For most pressure feed applications an inlet feed pressure of about 20 psi is adequate.  The maximum inlet pressure for a plunger pump is 60-70 psi and 40 psi for piston pumps.  The Cat Pumps “Captive Acceleration Tube” is recommended for pressure feed applications using a booster pumps.  See the Inlet Plumbing section of this guide.

It is beneficial to interlock the primary pump with the booster pump so the primary pump cannot run dry if the booster pump is stopped, failed, or blocked.

It’s beneficial to install a low-pressure switch (set to 21-22 psi, 1.5 bar) at the inlet of the pump and interface it to the pumps motor starter when a pump inlet filter is used.  This will protect the pump should the filter become blocked.

Inlet Plumbing

  • Do not hard plumb the supply to the pump inlet.  The pump will vibrate during normal operation and vibrations can be transmitted though piping that can cause leakage of hard plumbed fittings.  Instead, use a flexible inlet hose.

  • A plunger pump can be fed from either the side of the pump inlet manifold or both.  Feeding the pump from both inlet fittings is recommended when the supply is poor and their might be a risk of pump cavitation.  Consult with Cat Pumps to evaluate if a double feed method should be used.

  • A piston pump is fed at the bottom of the pump.  The pump manifold can be inverted if a top feed design is desired.

  • Size the inlet plumbing to allow unrestricted flow into the pump so cavitation can be avoided.  The plumbing should be a minimum of one pipe size larger than the pump inlet fitting size.  Larger plumbing in this scenario is better.

  • Use as few fittings and changes of flow direction as possible.  Use fully ported fittings (i.e., not thick-walled hydraulic fittings).  Use large radius swept elbows or reinforced inlet hose.  Do not use tight radius elbows.

  • When possible, install a straight pipe immediately before the pump inlet connection.  The length should be ideally at least 20 times its diameter I.D.

  • Use the Cat Pumps “Captive Acceleration Tube” for applications using long inlet pipe runs or when pressure feed is used with a booster pump. 

  • Install an inlet ball valve to the pump can be isolated from the supply should pump service be required.  We recommend that all valves in the system are interlocked so the pump cannot run unless all valves are in their correct position.

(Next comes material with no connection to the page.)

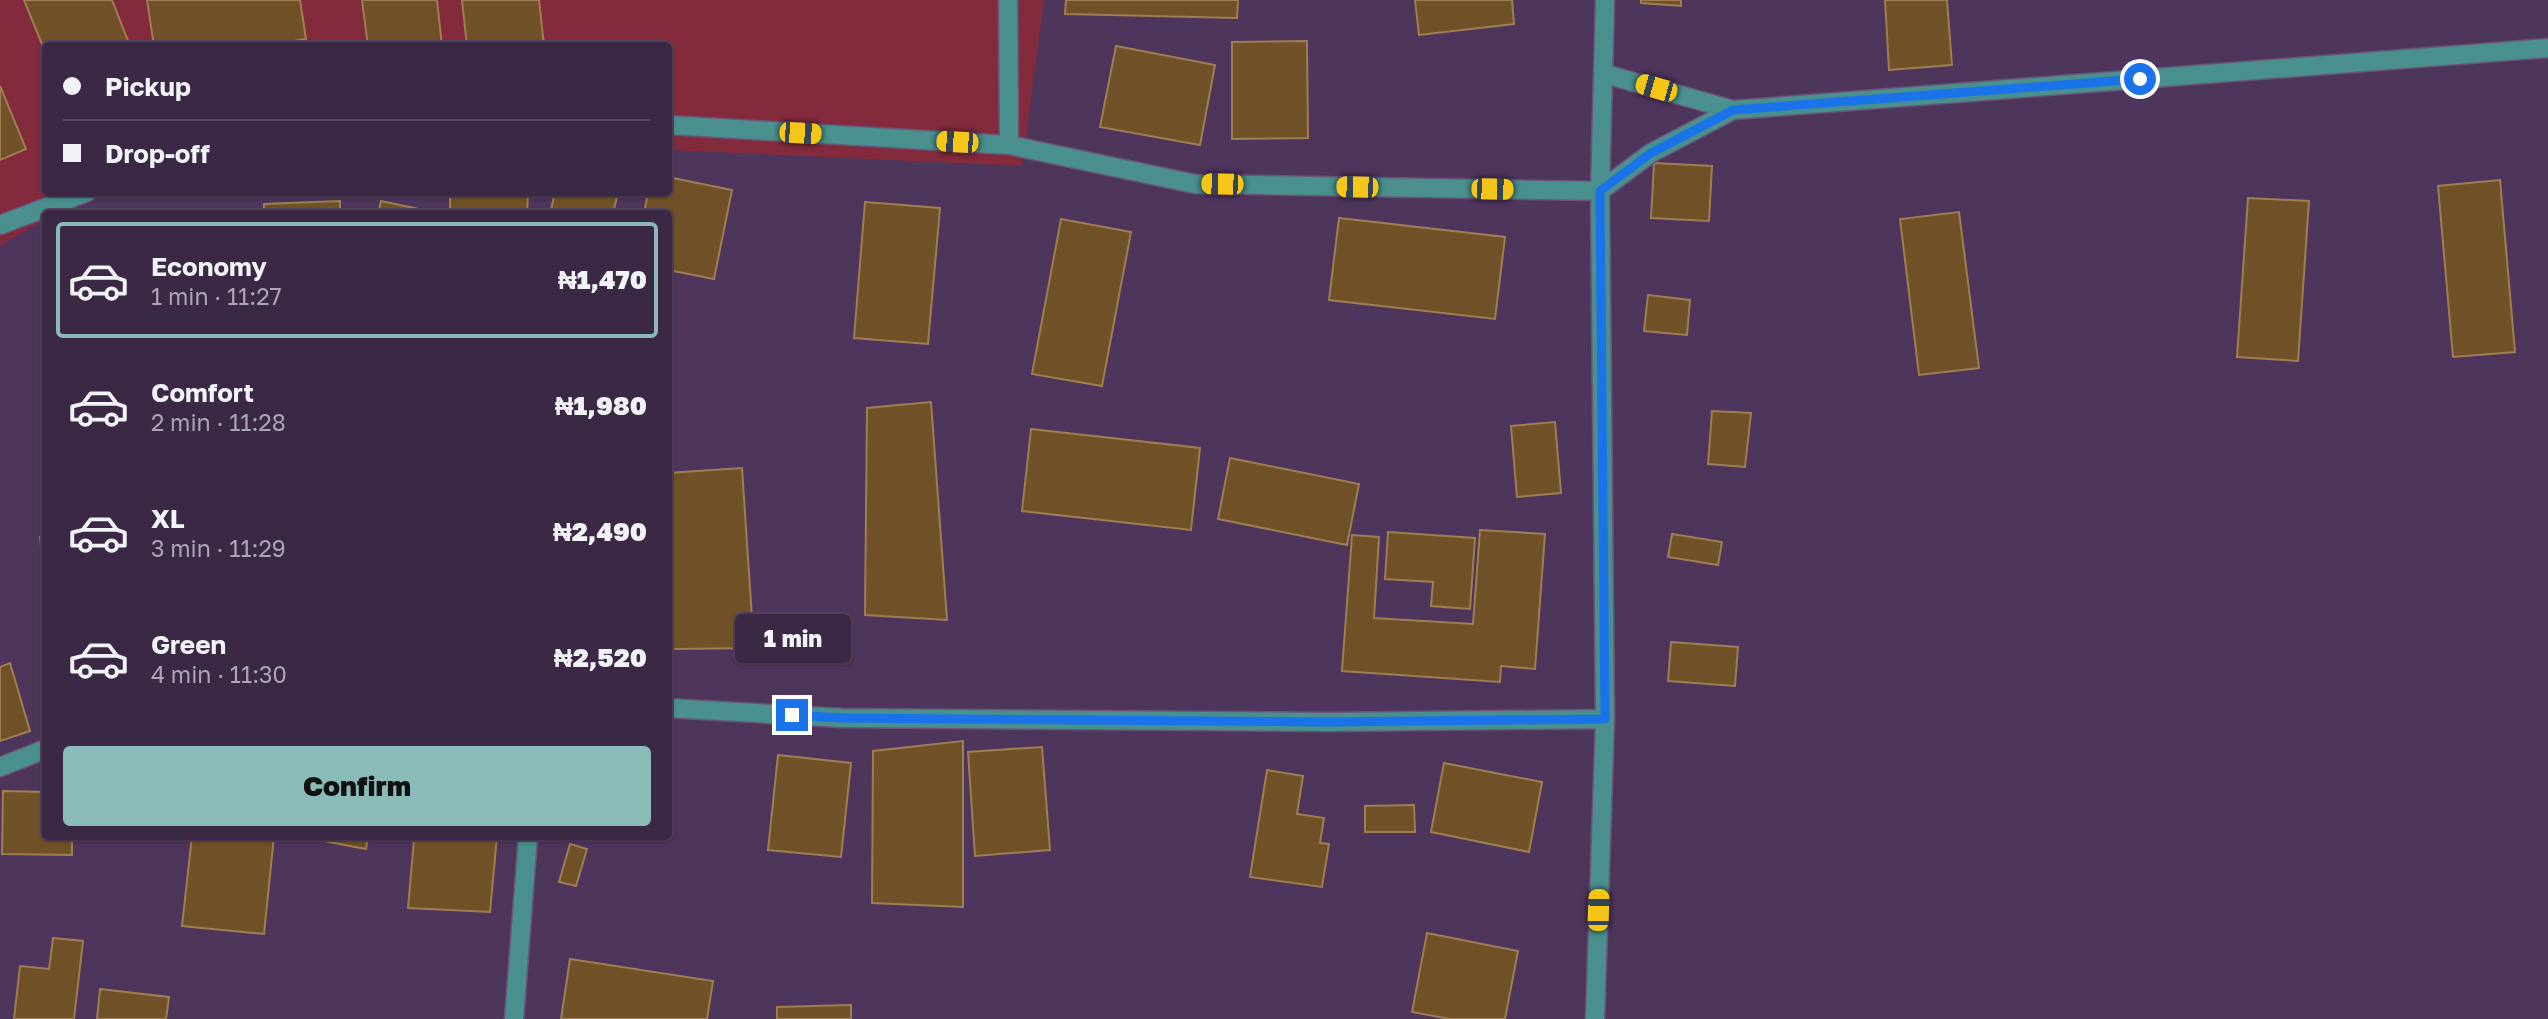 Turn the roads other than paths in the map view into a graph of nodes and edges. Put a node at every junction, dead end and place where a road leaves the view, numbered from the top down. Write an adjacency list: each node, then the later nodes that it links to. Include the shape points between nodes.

  • If more than one pump will be supplied from the same supply tank, provide separate inlet pipes from the tank to the pump.  If this is not possible, us a Y fitting or swept tee to branch off a single supply line to multiple pumps.  Ensure the main feed line is of an adequate diameter to feed all pumps simultaneously.

     

To verify flow to the pump is sufficient to the pump, a simple supply flow check can be performed.  To perform the check, follow the procedure below:

1. With the inlet ball valve closed, disconnect the feed pipe at the pump

2. With the supply tank nearly empty, open the inlet valve and time the flow into a graduated container. Appropriate caution should be taken doing this process with harmful liquids.

Ex. If the flow was 5 gallons in 15 seconds, the flow rate from the supply is four times the amount or 20 gpm.  This flow rate should be twice the rated flow rate of the pump (10 gpm).